→ **What you need to do**
Print back each record unchanged, without pictures.

--- --- ---

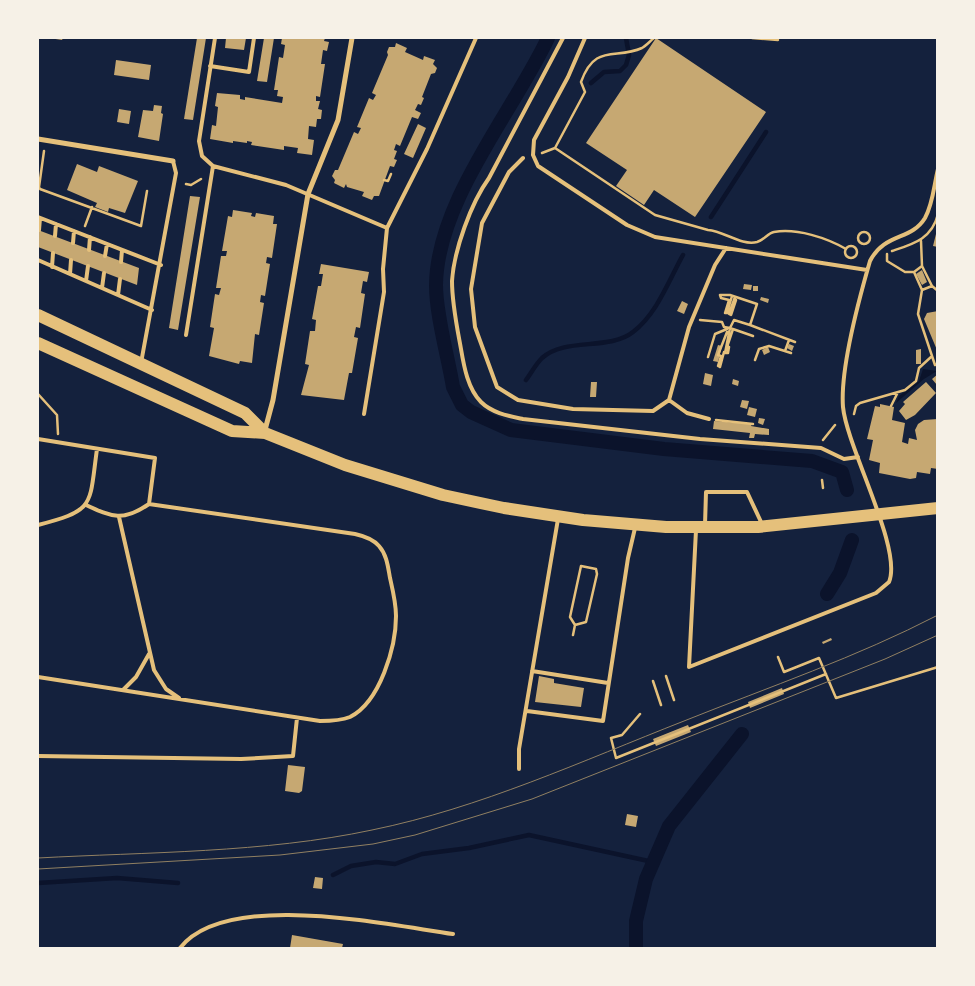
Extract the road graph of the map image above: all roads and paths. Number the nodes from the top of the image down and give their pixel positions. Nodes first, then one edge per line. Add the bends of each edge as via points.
1 (215, 38) edge
2 (254, 38) edge
3 (352, 38) edge
4 (476, 38) edge
5 (563, 38) edge
6 (585, 38) edge
7 (654, 38) edge
8 (752, 38) edge
9 (778, 40) dead end
10 (210, 66) junction
11 (38, 139) edge
12 (555, 148) junction
13 (44, 152) dead end
14 (542, 153) dead end
15 (523, 158) dead end
16 (173, 161) joint
17 (213, 166) junction
18 (938, 168) edge
19 (391, 174) dead end
20 (201, 179) dead end
21 (384, 180) dead end
22 (186, 184) dead end
23 (38, 187) edge
24 (147, 191) dead end
25 (308, 194) junction
26 (92, 207) junction
27 (938, 214) edge
28 (39, 217) edge
29 (56, 224) junction
30 (387, 228) junction
31 (39, 230) edge
32 (74, 231) junction
33 (82, 234) junction
34 (55, 236) dead end
35 (90, 237) junction
36 (921, 241) junction
37 (73, 243) dead end
38 (860, 243) junction
39 (106, 244) junction
40 (726, 248) junction
41 (856, 248) junction
42 (846, 249) junction
43 (89, 250) dead end
44 (122, 250) junction
45 (53, 254) dead end
46 (105, 256) dead end
47 (38, 260) edge
48 (71, 260) dead end
49 (121, 262) dead end
50 (160, 264) junction
51 (88, 266) dead end
52 (922, 266) junction
53 (52, 267) junction
54 (867, 270) junction
55 (914, 272) junction
56 (104, 273) dead end
57 (70, 274) junction
58 (120, 279) dead end
59 (86, 281) junction
60 (932, 286) junction
61 (102, 288) junction
62 (922, 290) junction
63 (938, 291) edge
64 (118, 295) junction
65 (734, 298) junction
66 (152, 310) junction
67 (38, 315) edge
68 (693, 318) junction
69 (750, 325) junction
70 (730, 328) junction
71 (186, 335) dead end
72 (753, 336) dead end
73 (789, 340) junction
74 (795, 342) dead end
75 (38, 343) edge
76 (730, 347) dead end
77 (785, 351) junction
78 (724, 352) junction
79 (791, 353) dead end
80 (708, 357) dead end
81 (931, 357) junction
82 (755, 360) dead end
83 (141, 364) junction
84 (938, 364) edge
85 (898, 392) junction
86 (38, 394) edge
87 (669, 400) junction
88 (891, 406) dead end
89 (364, 414) dead end
90 (854, 414) dead end
91 (709, 419) joint
92 (754, 424) dead end
93 (835, 426) dead end
94 (265, 433) junction
95 (58, 434) dead end
96 (38, 439) edge
97 (817, 448) junction
98 (97, 449) junction
99 (858, 457) junction
100 (822, 480) dead end
101 (823, 488) dead end
102 (86, 504) junction
103 (149, 504) junction
104 (938, 508) edge
105 (878, 515) junction
106 (119, 517) junction
107 (559, 517) junction
108 (38, 525) edge
109 (635, 525) junction
110 (763, 526) junction
111 (701, 527) junction
112 (575, 625) junction
113 (573, 635) dead end
114 (149, 654) junction
115 (778, 658) dead end
116 (938, 667) edge
117 (532, 671) junction
118 (826, 674) junction
119 (666, 676) dead end
120 (38, 677) edge
121 (653, 681) dead end
122 (608, 683) junction
123 (123, 690) junction
124 (181, 700) junction
125 (674, 700) dead end
126 (661, 706) dead end
127 (527, 711) junction
128 (640, 714) dead end
129 (297, 718) junction
130 (38, 756) edge
131 (519, 770) dead end
132 (454, 934) dead end
133 (180, 948) edge

1 - 10 lane
2 - 10 lane via 249,72
3 - 25 street via 338,120
4 - 30 lane
5 - 97 lane via 480,192 460,245 452,279 452,297 466,373 476,395 496,411 523,419 700,439
6 - 40 lane via 534,140 532,151 536,162 646,234
7 - 12 path via 644,47 597,58 587,68 580,82 585,92
8 - 9 path
10 - 17 lane via 199,141 205,161
11 - 16 street
12 - 14 path
12 - 42 path via 655,215 717,230 740,241 757,242 771,232 781,231 801,233
13 - 23 path
15 - 87 lane via 509,172 482,223 471,289 475,327 496,387 518,400 573,409 653,411
16 - 50 lane via 176,173
17 - 25 lane via 259,176
17 - 71 lane
18 - 54 lane via 931,204 924,219 916,228 878,247
19 - 21 path via 388,181
20 - 22 path via 191,185
23 - 26 path
24 - 26 path via 141,226
25 - 30 lane
25 - 94 street
26 - 33 path
27 - 36 path
28 - 29 lane
28 - 31 lane
29 - 32 lane
29 - 34 lane
30 - 89 lane via 384,299
32 - 33 lane
32 - 37 lane
33 - 35 lane
35 - 39 lane
35 - 43 lane
36 - 52 path
36 - 55 path via 886,256 887,261 904,272
38 - 38 path via 859,234 868,233 869,242
38 - 41 path
39 - 44 lane
39 - 46 lane
40 - 54 lane
40 - 68 lane via 715,265
41 - 42 path
41 - 42 path via 857,254 852,258 846,256
44 - 49 lane
44 - 50 lane
45 - 53 lane
47 - 53 lane
48 - 57 lane
50 - 66 lane
51 - 59 lane
52 - 55 path
52 - 60 path
53 - 57 lane
54 - 99 lane via 843,386 845,416
55 - 62 path
56 - 61 lane
57 - 59 lane
58 - 64 lane
59 - 61 lane
60 - 62 path
60 - 63 path
61 - 64 lane
62 - 81 path via 918,314
64 - 66 lane
65 - 65 path via 729,314 731,315
65 - 65 path via 720,295 729,300 725,313
65 - 69 path via 757,304
66 - 83 lane
67 - 83 main road
68 - 70 path via 722,322 724,327
68 - 87 lane
69 - 70 path via 734,320
69 - 73 path
70 - 72 path
70 - 78 path
70 - 78 path via 718,355 721,356 720,367
70 - 80 path via 715,334
73 - 74 path
73 - 77 path
75 - 94 main road via 232,431
76 - 78 path via 728,353
77 - 79 path
77 - 82 path via 769,346 759,349
81 - 84 path via 935,365
81 - 85 path via 919,368 916,380
83 - 94 main road via 245,413
85 - 88 path
85 - 90 path via 860,402
86 - 95 path via 57,415
87 - 91 lane via 687,413
91 - 92 path
93 - 97 path
94 - 107 main road via 345,465 413,487
96 - 98 lane
97 - 99 lane via 844,459
98 - 102 lane
98 - 103 lane via 155,458
99 - 105 lane
100 - 101 path
102 - 106 lane
102 - 108 lane via 69,517
103 - 106 lane
103 - 129 lane via 355,534 372,540 382,550 388,566 396,616 382,678 364,704 350,717 331,721
104 - 105 main road
105 - 110 main road
105 - 111 lane via 892,565 891,577 883,589 690,667
106 - 114 lane
107 - 109 main road
107 - 117 lane
109 - 111 main road
109 - 122 lane
110 - 111 main road
110 - 111 lane via 747,492 706,492
112 - 112 path via 586,622 596,569 580,566 570,617
112 - 113 path
114 - 123 lane via 136,677
114 - 124 lane via 160,681
115 - 118 path via 784,672 819,658
116 - 118 path via 836,698
117 - 122 lane
117 - 127 lane
118 - 128 path via 616,758 611,738 622,734
119 - 125 path
120 - 123 lane
121 - 126 path
122 - 127 lane via 603,721
123 - 124 lane
124 - 129 lane
127 - 131 lane via 519,749
129 - 130 lane via 293,756 241,759
132 - 133 lane via 310,915 264,915 217,924 187,940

--- --- ---

→ **Answer area**
Extract the road graph of the map image above: all roads and paths. Number the nodes from the top of the image down and give their pixel positions. Nodes first, then one edge per line. Add the bends of each edge as via points.
1 (215, 38) edge
2 (254, 38) edge
3 (352, 38) edge
4 (476, 38) edge
5 (563, 38) edge
6 (585, 38) edge
7 (654, 38) edge
8 (752, 38) edge
9 (778, 40) dead end
10 (210, 66) junction
11 (38, 139) edge
12 (555, 148) junction
13 (44, 152) dead end
14 (542, 153) dead end
15 (523, 158) dead end
16 (173, 161) joint
17 (213, 166) junction
18 (938, 168) edge
19 (391, 174) dead end
20 (201, 179) dead end
21 (384, 180) dead end
22 (186, 184) dead end
23 (38, 187) edge
24 (147, 191) dead end
25 (308, 194) junction
26 (92, 207) junction
27 (938, 214) edge
28 (39, 217) edge
29 (56, 224) junction
30 (387, 228) junction
31 (39, 230) edge
32 (74, 231) junction
33 (82, 234) junction
34 (55, 236) dead end
35 (90, 237) junction
36 (921, 241) junction
37 (73, 243) dead end
38 (860, 243) junction
39 (106, 244) junction
40 (726, 248) junction
41 (856, 248) junction
42 (846, 249) junction
43 (89, 250) dead end
44 (122, 250) junction
45 (53, 254) dead end
46 (105, 256) dead end
47 (38, 260) edge
48 (71, 260) dead end
49 (121, 262) dead end
50 (160, 264) junction
51 (88, 266) dead end
52 (922, 266) junction
53 (52, 267) junction
54 (867, 270) junction
55 (914, 272) junction
56 (104, 273) dead end
57 (70, 274) junction
58 (120, 279) dead end
59 (86, 281) junction
60 (932, 286) junction
61 (102, 288) junction
62 (922, 290) junction
63 (938, 291) edge
64 (118, 295) junction
65 (734, 298) junction
66 (152, 310) junction
67 (38, 315) edge
68 (693, 318) junction
69 (750, 325) junction
70 (730, 328) junction
71 (186, 335) dead end
72 (753, 336) dead end
73 (789, 340) junction
74 (795, 342) dead end
75 (38, 343) edge
76 (730, 347) dead end
77 (785, 351) junction
78 (724, 352) junction
79 (791, 353) dead end
80 (708, 357) dead end
81 (931, 357) junction
82 (755, 360) dead end
83 (141, 364) junction
84 (938, 364) edge
85 (898, 392) junction
86 (38, 394) edge
87 (669, 400) junction
88 (891, 406) dead end
89 (364, 414) dead end
90 (854, 414) dead end
91 (709, 419) joint
92 (754, 424) dead end
93 (835, 426) dead end
94 (265, 433) junction
95 (58, 434) dead end
96 (38, 439) edge
97 (817, 448) junction
98 (97, 449) junction
99 (858, 457) junction
100 (822, 480) dead end
101 (823, 488) dead end
102 (86, 504) junction
103 (149, 504) junction
104 (938, 508) edge
105 (878, 515) junction
106 (119, 517) junction
107 (559, 517) junction
108 (38, 525) edge
109 (635, 525) junction
110 (763, 526) junction
111 (701, 527) junction
112 (575, 625) junction
113 (573, 635) dead end
114 (149, 654) junction
115 (778, 658) dead end
116 (938, 667) edge
117 (532, 671) junction
118 (826, 674) junction
119 (666, 676) dead end
120 (38, 677) edge
121 (653, 681) dead end
122 (608, 683) junction
123 (123, 690) junction
124 (181, 700) junction
125 (674, 700) dead end
126 (661, 706) dead end
127 (527, 711) junction
128 (640, 714) dead end
129 (297, 718) junction
130 (38, 756) edge
131 (519, 770) dead end
132 (454, 934) dead end
133 (180, 948) edge

1 - 10 lane
2 - 10 lane via 249,72
3 - 25 street via 338,120
4 - 30 lane
5 - 97 lane via 480,192 460,245 452,279 452,297 466,373 476,395 496,411 523,419 700,439
6 - 40 lane via 534,140 532,151 536,162 646,234
7 - 12 path via 644,47 597,58 587,68 580,82 585,92
8 - 9 path
10 - 17 lane via 199,141 205,161
11 - 16 street
12 - 14 path
12 - 42 path via 655,215 717,230 740,241 757,242 771,232 781,231 801,233
13 - 23 path
15 - 87 lane via 509,172 482,223 471,289 475,327 496,387 518,400 573,409 653,411
16 - 50 lane via 176,173
17 - 25 lane via 259,176
17 - 71 lane
18 - 54 lane via 931,204 924,219 916,228 878,247
19 - 21 path via 388,181
20 - 22 path via 191,185
23 - 26 path
24 - 26 path via 141,226
25 - 30 lane
25 - 94 street
26 - 33 path
27 - 36 path
28 - 29 lane
28 - 31 lane
29 - 32 lane
29 - 34 lane
30 - 89 lane via 384,299
32 - 33 lane
32 - 37 lane
33 - 35 lane
35 - 39 lane
35 - 43 lane
36 - 52 path
36 - 55 path via 886,256 887,261 904,272
38 - 38 path via 859,234 868,233 869,242
38 - 41 path
39 - 44 lane
39 - 46 lane
40 - 54 lane
40 - 68 lane via 715,265
41 - 42 path
41 - 42 path via 857,254 852,258 846,256
44 - 49 lane
44 - 50 lane
45 - 53 lane
47 - 53 lane
48 - 57 lane
50 - 66 lane
51 - 59 lane
52 - 55 path
52 - 60 path
53 - 57 lane
54 - 99 lane via 843,386 845,416
55 - 62 path
56 - 61 lane
57 - 59 lane
58 - 64 lane
59 - 61 lane
60 - 62 path
60 - 63 path
61 - 64 lane
62 - 81 path via 918,314
64 - 66 lane
65 - 65 path via 729,314 731,315
65 - 65 path via 720,295 729,300 725,313
65 - 69 path via 757,304
66 - 83 lane
67 - 83 main road
68 - 70 path via 722,322 724,327
68 - 87 lane
69 - 70 path via 734,320
69 - 73 path
70 - 72 path
70 - 78 path
70 - 78 path via 718,355 721,356 720,367
70 - 80 path via 715,334
73 - 74 path
73 - 77 path
75 - 94 main road via 232,431
76 - 78 path via 728,353
77 - 79 path
77 - 82 path via 769,346 759,349
81 - 84 path via 935,365
81 - 85 path via 919,368 916,380
83 - 94 main road via 245,413
85 - 88 path
85 - 90 path via 860,402
86 - 95 path via 57,415
87 - 91 lane via 687,413
91 - 92 path
93 - 97 path
94 - 107 main road via 345,465 413,487
96 - 98 lane
97 - 99 lane via 844,459
98 - 102 lane
98 - 103 lane via 155,458
99 - 105 lane
100 - 101 path
102 - 106 lane
102 - 108 lane via 69,517
103 - 106 lane
103 - 129 lane via 355,534 372,540 382,550 388,566 396,616 382,678 364,704 350,717 331,721
104 - 105 main road
105 - 110 main road
105 - 111 lane via 892,565 891,577 883,589 690,667
106 - 114 lane
107 - 109 main road
107 - 117 lane
109 - 111 main road
109 - 122 lane
110 - 111 main road
110 - 111 lane via 747,492 706,492
112 - 112 path via 586,622 596,569 580,566 570,617
112 - 113 path
114 - 123 lane via 136,677
114 - 124 lane via 160,681
115 - 118 path via 784,672 819,658
116 - 118 path via 836,698
117 - 122 lane
117 - 127 lane
118 - 128 path via 616,758 611,738 622,734
119 - 125 path
120 - 123 lane
121 - 126 path
122 - 127 lane via 603,721
123 - 124 lane
124 - 129 lane
127 - 131 lane via 519,749
129 - 130 lane via 293,756 241,759
132 - 133 lane via 310,915 264,915 217,924 187,940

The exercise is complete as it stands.